- [What is needed]: Answer with a number only: how many lines of the data contain "lists"?

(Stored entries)
● ● ● ● ● ● ●

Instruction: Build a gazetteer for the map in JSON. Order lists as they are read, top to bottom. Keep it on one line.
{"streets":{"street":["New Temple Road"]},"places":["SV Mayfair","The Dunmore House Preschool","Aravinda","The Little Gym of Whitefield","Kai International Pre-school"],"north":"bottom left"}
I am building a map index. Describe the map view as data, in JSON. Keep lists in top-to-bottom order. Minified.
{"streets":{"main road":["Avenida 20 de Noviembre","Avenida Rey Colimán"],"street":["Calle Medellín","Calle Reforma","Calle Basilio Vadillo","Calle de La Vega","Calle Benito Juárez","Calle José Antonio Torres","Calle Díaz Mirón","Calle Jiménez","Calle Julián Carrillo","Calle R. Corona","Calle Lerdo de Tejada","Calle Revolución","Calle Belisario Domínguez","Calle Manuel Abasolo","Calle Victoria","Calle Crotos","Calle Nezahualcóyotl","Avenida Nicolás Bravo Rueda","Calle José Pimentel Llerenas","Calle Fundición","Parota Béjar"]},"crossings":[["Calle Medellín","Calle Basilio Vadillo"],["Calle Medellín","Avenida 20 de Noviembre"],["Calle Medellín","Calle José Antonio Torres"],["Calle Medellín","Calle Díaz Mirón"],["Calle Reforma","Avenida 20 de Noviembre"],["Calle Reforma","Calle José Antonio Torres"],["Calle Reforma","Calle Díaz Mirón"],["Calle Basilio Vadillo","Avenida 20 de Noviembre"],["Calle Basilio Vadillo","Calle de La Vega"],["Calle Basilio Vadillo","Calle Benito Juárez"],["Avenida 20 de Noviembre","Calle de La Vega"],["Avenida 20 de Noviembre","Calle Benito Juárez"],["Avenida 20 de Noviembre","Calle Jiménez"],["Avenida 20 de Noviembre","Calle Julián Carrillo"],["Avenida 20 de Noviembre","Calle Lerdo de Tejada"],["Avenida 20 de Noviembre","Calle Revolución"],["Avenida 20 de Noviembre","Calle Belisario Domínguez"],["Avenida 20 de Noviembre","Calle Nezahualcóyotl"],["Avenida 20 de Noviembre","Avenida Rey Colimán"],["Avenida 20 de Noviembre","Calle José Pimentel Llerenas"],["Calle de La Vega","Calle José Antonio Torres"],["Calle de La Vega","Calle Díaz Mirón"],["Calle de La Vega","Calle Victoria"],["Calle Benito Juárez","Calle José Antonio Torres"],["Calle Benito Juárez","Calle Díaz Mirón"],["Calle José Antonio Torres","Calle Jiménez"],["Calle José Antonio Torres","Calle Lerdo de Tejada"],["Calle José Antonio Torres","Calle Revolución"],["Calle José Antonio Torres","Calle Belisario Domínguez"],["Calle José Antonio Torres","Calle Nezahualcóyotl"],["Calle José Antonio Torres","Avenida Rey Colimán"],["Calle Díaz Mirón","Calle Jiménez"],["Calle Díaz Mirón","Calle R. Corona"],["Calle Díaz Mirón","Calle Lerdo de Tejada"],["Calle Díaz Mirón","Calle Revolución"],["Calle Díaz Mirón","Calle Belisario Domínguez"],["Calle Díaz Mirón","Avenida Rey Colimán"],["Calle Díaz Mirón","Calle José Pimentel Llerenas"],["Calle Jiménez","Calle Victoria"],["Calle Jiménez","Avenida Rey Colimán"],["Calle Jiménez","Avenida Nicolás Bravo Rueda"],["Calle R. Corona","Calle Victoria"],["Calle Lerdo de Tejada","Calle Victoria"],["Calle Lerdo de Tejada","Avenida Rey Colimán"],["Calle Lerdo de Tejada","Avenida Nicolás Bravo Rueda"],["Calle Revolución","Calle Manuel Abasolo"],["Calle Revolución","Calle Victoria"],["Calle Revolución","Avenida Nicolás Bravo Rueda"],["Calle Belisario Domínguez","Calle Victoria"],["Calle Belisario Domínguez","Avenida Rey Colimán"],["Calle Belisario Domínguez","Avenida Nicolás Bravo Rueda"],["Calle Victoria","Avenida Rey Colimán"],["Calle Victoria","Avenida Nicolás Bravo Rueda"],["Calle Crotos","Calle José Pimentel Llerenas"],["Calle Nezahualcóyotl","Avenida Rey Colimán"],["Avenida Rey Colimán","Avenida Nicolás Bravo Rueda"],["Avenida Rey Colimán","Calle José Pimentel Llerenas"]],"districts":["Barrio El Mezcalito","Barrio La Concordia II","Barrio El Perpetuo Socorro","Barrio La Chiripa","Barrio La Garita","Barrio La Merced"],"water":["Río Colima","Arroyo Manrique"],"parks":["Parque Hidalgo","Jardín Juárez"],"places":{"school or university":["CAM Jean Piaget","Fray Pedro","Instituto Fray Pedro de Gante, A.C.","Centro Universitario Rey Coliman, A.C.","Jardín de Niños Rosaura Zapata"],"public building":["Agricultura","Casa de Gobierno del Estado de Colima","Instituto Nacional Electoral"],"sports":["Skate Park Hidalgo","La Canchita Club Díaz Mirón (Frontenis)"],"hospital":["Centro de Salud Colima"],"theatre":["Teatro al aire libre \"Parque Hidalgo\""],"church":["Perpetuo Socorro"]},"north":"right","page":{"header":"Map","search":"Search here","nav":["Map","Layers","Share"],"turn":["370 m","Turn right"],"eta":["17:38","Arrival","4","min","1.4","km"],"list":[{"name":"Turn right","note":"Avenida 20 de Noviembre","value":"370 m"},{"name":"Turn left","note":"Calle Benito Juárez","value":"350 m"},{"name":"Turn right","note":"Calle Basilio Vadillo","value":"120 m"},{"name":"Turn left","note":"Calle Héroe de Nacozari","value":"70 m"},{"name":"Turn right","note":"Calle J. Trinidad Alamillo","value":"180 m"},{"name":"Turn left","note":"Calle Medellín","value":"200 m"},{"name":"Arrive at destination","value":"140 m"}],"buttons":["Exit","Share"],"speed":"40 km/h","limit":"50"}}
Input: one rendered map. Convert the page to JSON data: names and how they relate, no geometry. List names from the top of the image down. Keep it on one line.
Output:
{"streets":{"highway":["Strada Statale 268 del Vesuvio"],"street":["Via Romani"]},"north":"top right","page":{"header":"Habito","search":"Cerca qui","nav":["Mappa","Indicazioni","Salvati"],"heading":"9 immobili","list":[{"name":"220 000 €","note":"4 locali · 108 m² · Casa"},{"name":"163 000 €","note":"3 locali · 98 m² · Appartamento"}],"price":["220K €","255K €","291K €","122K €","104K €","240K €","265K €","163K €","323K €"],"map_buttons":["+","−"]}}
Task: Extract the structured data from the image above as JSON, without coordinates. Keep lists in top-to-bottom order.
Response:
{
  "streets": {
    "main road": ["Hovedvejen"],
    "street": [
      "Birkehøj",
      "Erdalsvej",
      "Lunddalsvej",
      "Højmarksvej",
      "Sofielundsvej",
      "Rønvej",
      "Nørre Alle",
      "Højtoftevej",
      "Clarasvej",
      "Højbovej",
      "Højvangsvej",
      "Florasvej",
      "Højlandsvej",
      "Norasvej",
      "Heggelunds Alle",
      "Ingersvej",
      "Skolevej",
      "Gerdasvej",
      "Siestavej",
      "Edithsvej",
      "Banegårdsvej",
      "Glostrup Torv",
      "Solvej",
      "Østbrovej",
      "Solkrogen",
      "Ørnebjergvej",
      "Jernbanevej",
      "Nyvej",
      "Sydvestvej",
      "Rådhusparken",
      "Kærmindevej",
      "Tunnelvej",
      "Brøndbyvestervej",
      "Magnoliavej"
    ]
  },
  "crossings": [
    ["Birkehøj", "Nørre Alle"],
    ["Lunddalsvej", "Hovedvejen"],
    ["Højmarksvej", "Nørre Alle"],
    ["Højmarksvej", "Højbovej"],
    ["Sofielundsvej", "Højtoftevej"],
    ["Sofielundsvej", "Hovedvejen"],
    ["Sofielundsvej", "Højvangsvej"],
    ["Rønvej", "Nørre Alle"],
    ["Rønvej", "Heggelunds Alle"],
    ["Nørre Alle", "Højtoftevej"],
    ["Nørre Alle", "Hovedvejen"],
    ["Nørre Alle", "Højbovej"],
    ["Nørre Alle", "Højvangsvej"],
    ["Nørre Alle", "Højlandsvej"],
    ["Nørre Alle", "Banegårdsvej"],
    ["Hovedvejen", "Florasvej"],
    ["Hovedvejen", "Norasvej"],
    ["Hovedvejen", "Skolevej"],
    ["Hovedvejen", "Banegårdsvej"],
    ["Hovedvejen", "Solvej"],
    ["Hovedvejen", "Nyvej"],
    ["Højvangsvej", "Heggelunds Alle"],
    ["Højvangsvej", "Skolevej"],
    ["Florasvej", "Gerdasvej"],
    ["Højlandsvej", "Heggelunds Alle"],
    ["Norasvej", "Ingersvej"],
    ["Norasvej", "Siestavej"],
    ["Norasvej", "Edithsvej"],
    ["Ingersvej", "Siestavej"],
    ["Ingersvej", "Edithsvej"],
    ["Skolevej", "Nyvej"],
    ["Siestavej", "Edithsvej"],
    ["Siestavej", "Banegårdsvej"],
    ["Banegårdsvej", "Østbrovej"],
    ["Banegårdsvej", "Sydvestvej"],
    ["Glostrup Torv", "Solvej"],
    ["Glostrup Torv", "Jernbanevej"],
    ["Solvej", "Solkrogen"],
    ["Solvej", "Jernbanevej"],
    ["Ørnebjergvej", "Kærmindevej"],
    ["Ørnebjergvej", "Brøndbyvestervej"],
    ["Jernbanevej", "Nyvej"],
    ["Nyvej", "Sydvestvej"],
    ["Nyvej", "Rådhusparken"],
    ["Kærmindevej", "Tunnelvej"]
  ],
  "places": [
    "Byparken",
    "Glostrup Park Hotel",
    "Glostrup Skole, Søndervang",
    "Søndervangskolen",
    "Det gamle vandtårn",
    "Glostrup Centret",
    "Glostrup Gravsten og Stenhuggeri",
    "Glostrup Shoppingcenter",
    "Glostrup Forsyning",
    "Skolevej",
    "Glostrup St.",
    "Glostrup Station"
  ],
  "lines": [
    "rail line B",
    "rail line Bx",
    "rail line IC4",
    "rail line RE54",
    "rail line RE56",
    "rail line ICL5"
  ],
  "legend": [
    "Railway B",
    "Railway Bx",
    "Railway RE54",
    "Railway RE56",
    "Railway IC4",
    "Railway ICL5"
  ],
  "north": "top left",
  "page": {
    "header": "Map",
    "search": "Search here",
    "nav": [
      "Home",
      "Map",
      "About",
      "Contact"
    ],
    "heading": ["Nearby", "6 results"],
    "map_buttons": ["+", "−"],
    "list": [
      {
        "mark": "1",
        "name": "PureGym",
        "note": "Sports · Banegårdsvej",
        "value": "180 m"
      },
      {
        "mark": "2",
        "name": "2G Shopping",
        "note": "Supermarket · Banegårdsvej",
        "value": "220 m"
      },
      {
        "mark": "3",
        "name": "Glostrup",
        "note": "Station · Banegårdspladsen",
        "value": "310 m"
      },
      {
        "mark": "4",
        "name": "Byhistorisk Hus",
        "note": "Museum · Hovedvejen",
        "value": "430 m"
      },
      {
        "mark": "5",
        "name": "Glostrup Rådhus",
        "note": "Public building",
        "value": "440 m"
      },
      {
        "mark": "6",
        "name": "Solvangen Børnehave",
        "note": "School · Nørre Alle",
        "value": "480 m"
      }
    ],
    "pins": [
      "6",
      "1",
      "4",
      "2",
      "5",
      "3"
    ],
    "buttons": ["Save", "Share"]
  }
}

● ● ● ● ● ● ●

- [Response]: 3